What needs to be done: Copy out the whole listing exactly as written, leaving the pictures behind.

Record set:
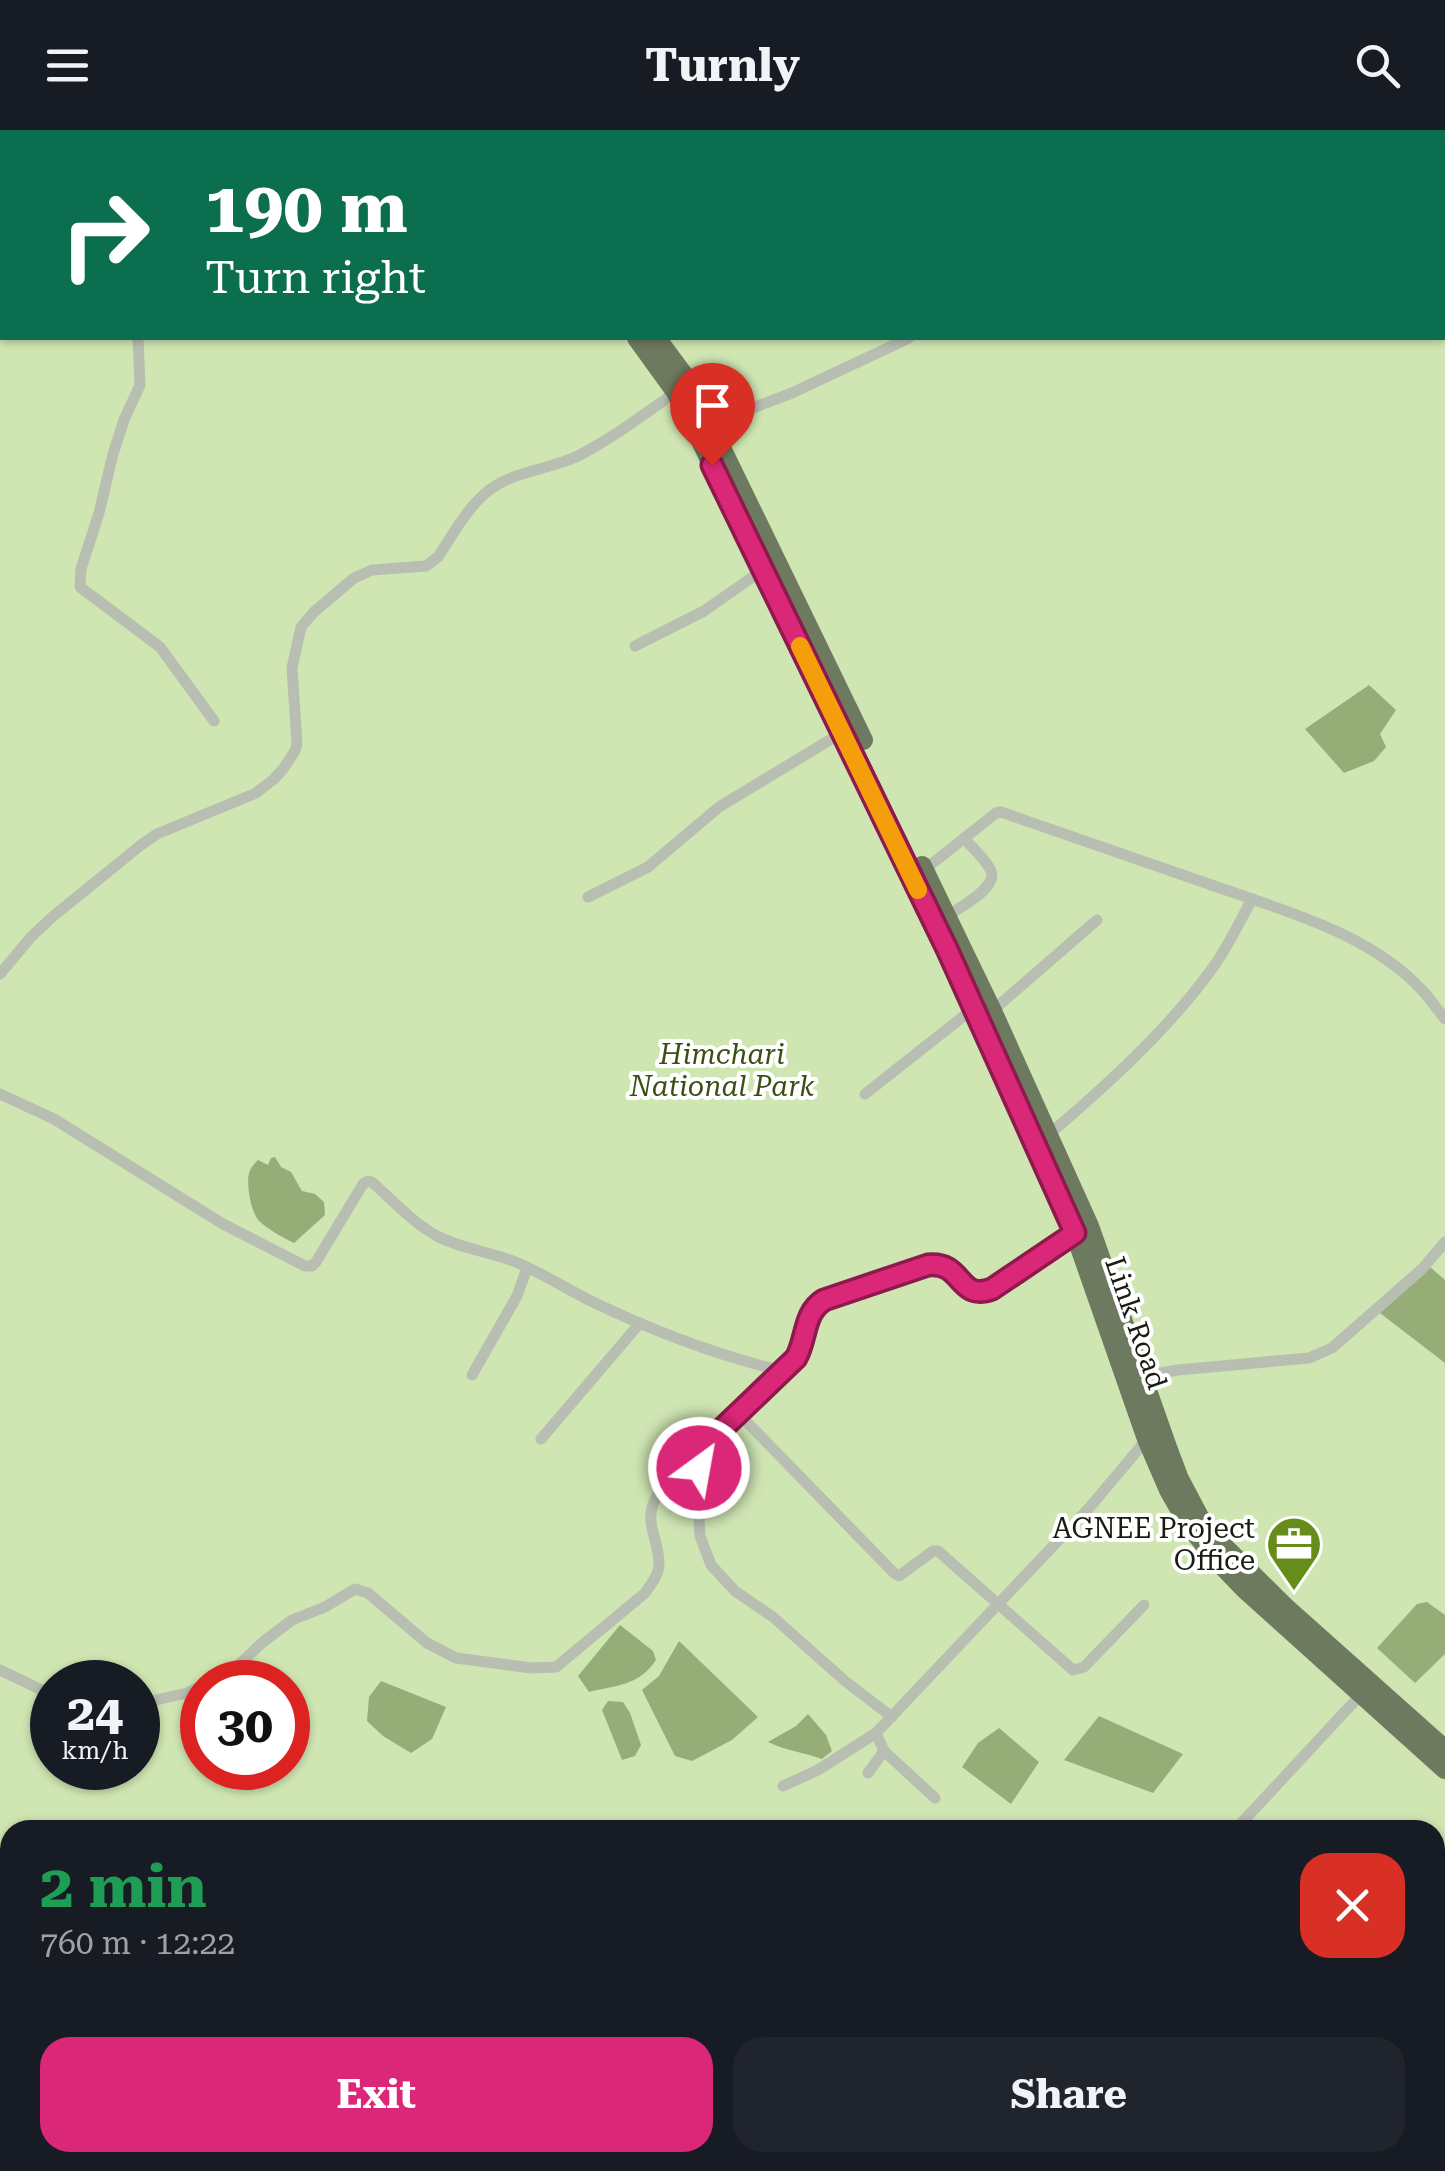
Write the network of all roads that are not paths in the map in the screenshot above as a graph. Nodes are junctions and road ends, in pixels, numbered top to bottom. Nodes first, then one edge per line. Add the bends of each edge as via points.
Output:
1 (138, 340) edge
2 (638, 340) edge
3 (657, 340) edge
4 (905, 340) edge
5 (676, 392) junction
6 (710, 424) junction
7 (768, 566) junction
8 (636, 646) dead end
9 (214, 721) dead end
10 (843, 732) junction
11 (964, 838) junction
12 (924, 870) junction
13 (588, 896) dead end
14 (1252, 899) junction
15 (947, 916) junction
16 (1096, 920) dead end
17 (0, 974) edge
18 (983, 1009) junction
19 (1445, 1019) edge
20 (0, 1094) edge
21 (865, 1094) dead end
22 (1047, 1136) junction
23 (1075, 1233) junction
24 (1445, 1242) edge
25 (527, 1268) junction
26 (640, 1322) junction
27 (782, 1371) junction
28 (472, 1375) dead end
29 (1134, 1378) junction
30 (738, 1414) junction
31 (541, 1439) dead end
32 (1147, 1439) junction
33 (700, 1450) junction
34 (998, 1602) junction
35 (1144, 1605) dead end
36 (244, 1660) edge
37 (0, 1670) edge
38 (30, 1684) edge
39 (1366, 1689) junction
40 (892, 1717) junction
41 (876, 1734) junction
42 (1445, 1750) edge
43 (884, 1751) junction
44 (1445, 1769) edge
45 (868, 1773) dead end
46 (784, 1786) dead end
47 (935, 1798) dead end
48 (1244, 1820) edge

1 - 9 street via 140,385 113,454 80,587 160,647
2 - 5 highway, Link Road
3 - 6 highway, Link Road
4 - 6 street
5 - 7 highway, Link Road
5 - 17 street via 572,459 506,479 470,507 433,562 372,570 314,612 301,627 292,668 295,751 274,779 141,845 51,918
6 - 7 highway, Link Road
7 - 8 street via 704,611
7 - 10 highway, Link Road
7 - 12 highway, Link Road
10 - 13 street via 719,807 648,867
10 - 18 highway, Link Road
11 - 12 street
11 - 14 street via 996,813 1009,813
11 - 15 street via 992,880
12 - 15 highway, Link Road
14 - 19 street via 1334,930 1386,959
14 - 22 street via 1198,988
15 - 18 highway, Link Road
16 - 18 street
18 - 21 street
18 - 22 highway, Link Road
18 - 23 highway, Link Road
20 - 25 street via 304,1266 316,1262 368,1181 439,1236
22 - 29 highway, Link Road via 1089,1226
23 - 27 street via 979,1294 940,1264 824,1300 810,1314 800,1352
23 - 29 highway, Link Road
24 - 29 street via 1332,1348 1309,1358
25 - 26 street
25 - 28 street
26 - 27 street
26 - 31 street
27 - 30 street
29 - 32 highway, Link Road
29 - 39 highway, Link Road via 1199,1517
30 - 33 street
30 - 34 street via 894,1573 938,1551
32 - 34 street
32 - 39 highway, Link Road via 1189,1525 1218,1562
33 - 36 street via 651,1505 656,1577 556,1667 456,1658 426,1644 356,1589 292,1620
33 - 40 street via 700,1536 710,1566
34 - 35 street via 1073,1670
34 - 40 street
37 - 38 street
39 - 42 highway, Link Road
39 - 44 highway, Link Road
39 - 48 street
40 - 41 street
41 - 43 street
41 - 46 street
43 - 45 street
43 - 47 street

Response:
Write the network of all roads that are not paths in the map in the screenshot above as a graph. Nodes are junctions and road ends, in pixels, numbered top to bottom. Nodes first, then one edge per line. Add the bends of each edge as via points.
Output:
1 (138, 340) edge
2 (638, 340) edge
3 (657, 340) edge
4 (905, 340) edge
5 (676, 392) junction
6 (710, 424) junction
7 (768, 566) junction
8 (636, 646) dead end
9 (214, 721) dead end
10 (843, 732) junction
11 (964, 838) junction
12 (924, 870) junction
13 (588, 896) dead end
14 (1252, 899) junction
15 (947, 916) junction
16 (1096, 920) dead end
17 (0, 974) edge
18 (983, 1009) junction
19 (1445, 1019) edge
20 (0, 1094) edge
21 (865, 1094) dead end
22 (1047, 1136) junction
23 (1075, 1233) junction
24 (1445, 1242) edge
25 (527, 1268) junction
26 (640, 1322) junction
27 (782, 1371) junction
28 (472, 1375) dead end
29 (1134, 1378) junction
30 (738, 1414) junction
31 (541, 1439) dead end
32 (1147, 1439) junction
33 (700, 1450) junction
34 (998, 1602) junction
35 (1144, 1605) dead end
36 (244, 1660) edge
37 (0, 1670) edge
38 (30, 1684) edge
39 (1366, 1689) junction
40 (892, 1717) junction
41 (876, 1734) junction
42 (1445, 1750) edge
43 (884, 1751) junction
44 (1445, 1769) edge
45 (868, 1773) dead end
46 (784, 1786) dead end
47 (935, 1798) dead end
48 (1244, 1820) edge

1 - 9 street via 140,385 113,454 80,587 160,647
2 - 5 highway, Link Road
3 - 6 highway, Link Road
4 - 6 street
5 - 7 highway, Link Road
5 - 17 street via 572,459 506,479 470,507 433,562 372,570 314,612 301,627 292,668 295,751 274,779 141,845 51,918
6 - 7 highway, Link Road
7 - 8 street via 704,611
7 - 10 highway, Link Road
7 - 12 highway, Link Road
10 - 13 street via 719,807 648,867
10 - 18 highway, Link Road
11 - 12 street
11 - 14 street via 996,813 1009,813
11 - 15 street via 992,880
12 - 15 highway, Link Road
14 - 19 street via 1334,930 1386,959
14 - 22 street via 1198,988
15 - 18 highway, Link Road
16 - 18 street
18 - 21 street
18 - 22 highway, Link Road
18 - 23 highway, Link Road
20 - 25 street via 304,1266 316,1262 368,1181 439,1236
22 - 29 highway, Link Road via 1089,1226
23 - 27 street via 979,1294 940,1264 824,1300 810,1314 800,1352
23 - 29 highway, Link Road
24 - 29 street via 1332,1348 1309,1358
25 - 26 street
25 - 28 street
26 - 27 street
26 - 31 street
27 - 30 street
29 - 32 highway, Link Road
29 - 39 highway, Link Road via 1199,1517
30 - 33 street
30 - 34 street via 894,1573 938,1551
32 - 34 street
32 - 39 highway, Link Road via 1189,1525 1218,1562
33 - 36 street via 651,1505 656,1577 556,1667 456,1658 426,1644 356,1589 292,1620
33 - 40 street via 700,1536 710,1566
34 - 35 street via 1073,1670
34 - 40 street
37 - 38 street
39 - 42 highway, Link Road
39 - 44 highway, Link Road
39 - 48 street
40 - 41 street
41 - 43 street
41 - 46 street
43 - 45 street
43 - 47 street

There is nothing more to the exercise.